| Data records |
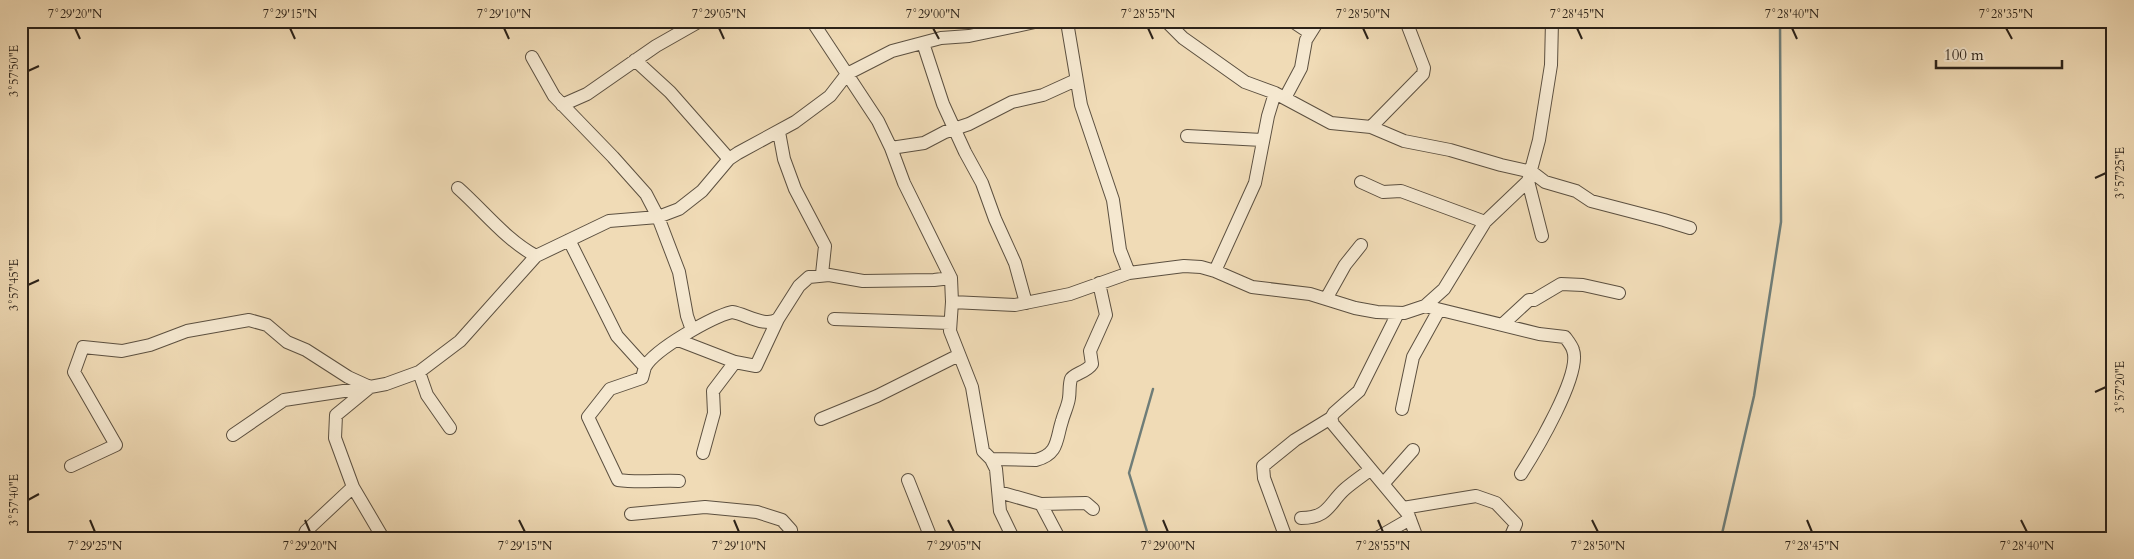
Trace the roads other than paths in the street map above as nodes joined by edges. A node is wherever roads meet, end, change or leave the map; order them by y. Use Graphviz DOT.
graph roads {
  1 [pos="700,21"];
  2 [pos="812,21"];
  3 [pos="1166,21"];
  4 [pos="1292,21"];
  5 [pos="1318,21"];
  6 [pos="1406,21"];
  7 [pos="1552,21"];
  8 [pos="1034,22"];
  9 [pos="1069,22"];
  10 [pos="1310,33"];
  11 [pos="923,43"];
  12 [pos="532,57"];
  13 [pos="635,60"];
  14 [pos="847,74"];
  15 [pos="1076,80"];
  16 [pos="1280,96"];
  17 [pos="562,105"];
  18 [pos="1371,127"];
  19 [pos="954,129"];
  20 [pos="779,132"];
  21 [pos="1187,136"];
  22 [pos="1262,140"];
  23 [pos="891,148"];
  24 [pos="729,159"];
  25 [pos="1530,177"];
  26 [pos="1361,182"];
  27 [pos="458,188"];
  28 [pos="658,217"];
  29 [pos="1485,222"];
  30 [pos="1690,228"];
  31 [pos="1542,236"];
  32 [pos="569,240"];
  33 [pos="1361,245"];
  34 [pos="536,256"];
  35 [pos="1214,271"];
  36 [pos="1129,273"];
  37 [pos="822,274"];
  38 [pos="951,278"];
  39 [pos="1099,283"];
  40 [pos="1619,293"];
  41 [pos="1326,298"];
  42 [pos="952,302"];
  43 [pos="1026,303"];
  44 [pos="1426,306"];
  45 [pos="1439,310"];
  46 [pos="1398,314"];
  47 [pos="778,319"];
  48 [pos="834,319"];
  49 [pos="950,323"];
  50 [pos="1503,324"];
  51 [pos="692,330"];
  52 [pos="678,340"];
  53 [pos="959,355"];
  54 [pos="735,362"];
  55 [pos="645,367"];
  56 [pos="419,372"];
  57 [pos="370,387"];
  58 [pos="1402,409"];
  59 [pos="1331,418"];
  60 [pos="821,420"];
  61 [pos="450,428"];
  62 [pos="233,435"];
  63 [pos="1413,450"];
  64 [pos="703,453"];
  65 [pos="991,459"];
  66 [pos="71,466"];
  67 [pos="1370,470"];
  68 [pos="1521,474"];
  69 [pos="908,480"];
  70 [pos="679,481"];
  71 [pos="1383,484"];
  72 [pos="353,487"];
  73 [pos="999,492"];
  74 [pos="1041,504"];
  75 [pos="1403,508"];
  76 [pos="1093,509"];
  77 [pos="631,514"];
  78 [pos="1302,518"];
  79 [pos="1410,519"];
  80 [pos="303,538"];
  81 [pos="384,538"];
  82 [pos="792,538"];
  83 [pos="931,538"];
  84 [pos="1013,538"];
  85 [pos="1059,538"];
  86 [pos="1286,538"];
  87 [pos="1377,538"];
  88 [pos="1417,538"];
  89 [pos="1510,538"];
  1 -- 13 [label="street"];
  2 -- 14 [label="street"];
  3 -- 16 [label="street"];
  4 -- 10 [label="street"];
  5 -- 10 [label="street"];
  6 -- 18 [label="street"];
  7 -- 25 [label="street"];
  8 -- 9 [label="street"];
  8 -- 11 [label="street"];
  9 -- 15 [label="street"];
  10 -- 16 [label="street"];
  11 -- 14 [label="street"];
  11 -- 19 [label="street"];
  12 -- 17 [label="street"];
  13 -- 17 [label="street"];
  13 -- 24 [label="street"];
  14 -- 20 [label="street"];
  14 -- 23 [label="street"];
  15 -- 19 [label="street"];
  15 -- 36 [label="street"];
  16 -- 18 [label="street"];
  16 -- 22 [label="street"];
  17 -- 28 [label="street"];
  18 -- 25 [label="street"];
  19 -- 23 [label="street"];
  19 -- 43 [label="street"];
  20 -- 24 [label="street"];
  20 -- 37 [label="street"];
  21 -- 22 [label="street"];
  22 -- 35 [label="street"];
  23 -- 38 [label="street"];
  24 -- 28 [label="street"];
  25 -- 29 [label="street"];
  25 -- 30 [label="street"];
  25 -- 31 [label="street"];
  26 -- 29 [label="street"];
  27 -- 34 [label="street"];
  28 -- 32 [label="street"];
  28 -- 51 [label="street"];
  29 -- 44 [label="street"];
  32 -- 34 [label="street"];
  32 -- 55 [label="street"];
  33 -- 41 [label="street"];
  34 -- 56 [label="street"];
  35 -- 36 [label="street"];
  35 -- 41 [label="street"];
  36 -- 39 [label="street"];
  37 -- 38 [label="street"];
  37 -- 47 [label="street"];
  38 -- 42 [label="street"];
  39 -- 43 [label="street"];
  39 -- 65 [label="street"];
  40 -- 50 [label="street"];
  41 -- 46 [label="street"];
  42 -- 43 [label="street"];
  42 -- 49 [label="street"];
  44 -- 45 [label="street"];
  44 -- 46 [label="street"];
  45 -- 50 [label="street"];
  45 -- 58 [label="street"];
  46 -- 59 [label="street"];
  47 -- 51 [label="street"];
  47 -- 54 [label="street"];
  48 -- 49 [label="street"];
  49 -- 53 [label="street"];
  50 -- 68 [label="street"];
  51 -- 52 [label="street"];
  52 -- 54 [label="street"];
  52 -- 55 [label="street"];
  53 -- 60 [label="street"];
  53 -- 65 [label="street"];
  54 -- 64 [label="street"];
  55 -- 70 [label="street"];
  56 -- 57 [label="street"];
  56 -- 61 [label="street"];
  57 -- 62 [label="street"];
  57 -- 66 [label="street"];
  57 -- 72 [label="street"];
  59 -- 67 [label="street"];
  59 -- 86 [label="street"];
  63 -- 71 [label="street"];
  65 -- 73 [label="street"];
  67 -- 71 [label="street"];
  67 -- 78 [label="street"];
  69 -- 83 [label="street"];
  71 -- 75 [label="street"];
  72 -- 80 [label="street"];
  72 -- 81 [label="street"];
  73 -- 74 [label="street"];
  73 -- 84 [label="street"];
  74 -- 76 [label="street"];
  74 -- 85 [label="street"];
  75 -- 79 [label="street"];
  75 -- 89 [label="street"];
  77 -- 82 [label="street"];
  79 -- 87 [label="street"];
  79 -- 88 [label="street"];
}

| What is being asked |
Only the lines that contain the word "roads" should be copied from the material.

| Exercise solution |
Trace the roads other than paths in the street map above as nodes joined by edges. A node is wherever roads meet, end, change or leave the map; order them by y. Use Graphviz DOT.
graph roads {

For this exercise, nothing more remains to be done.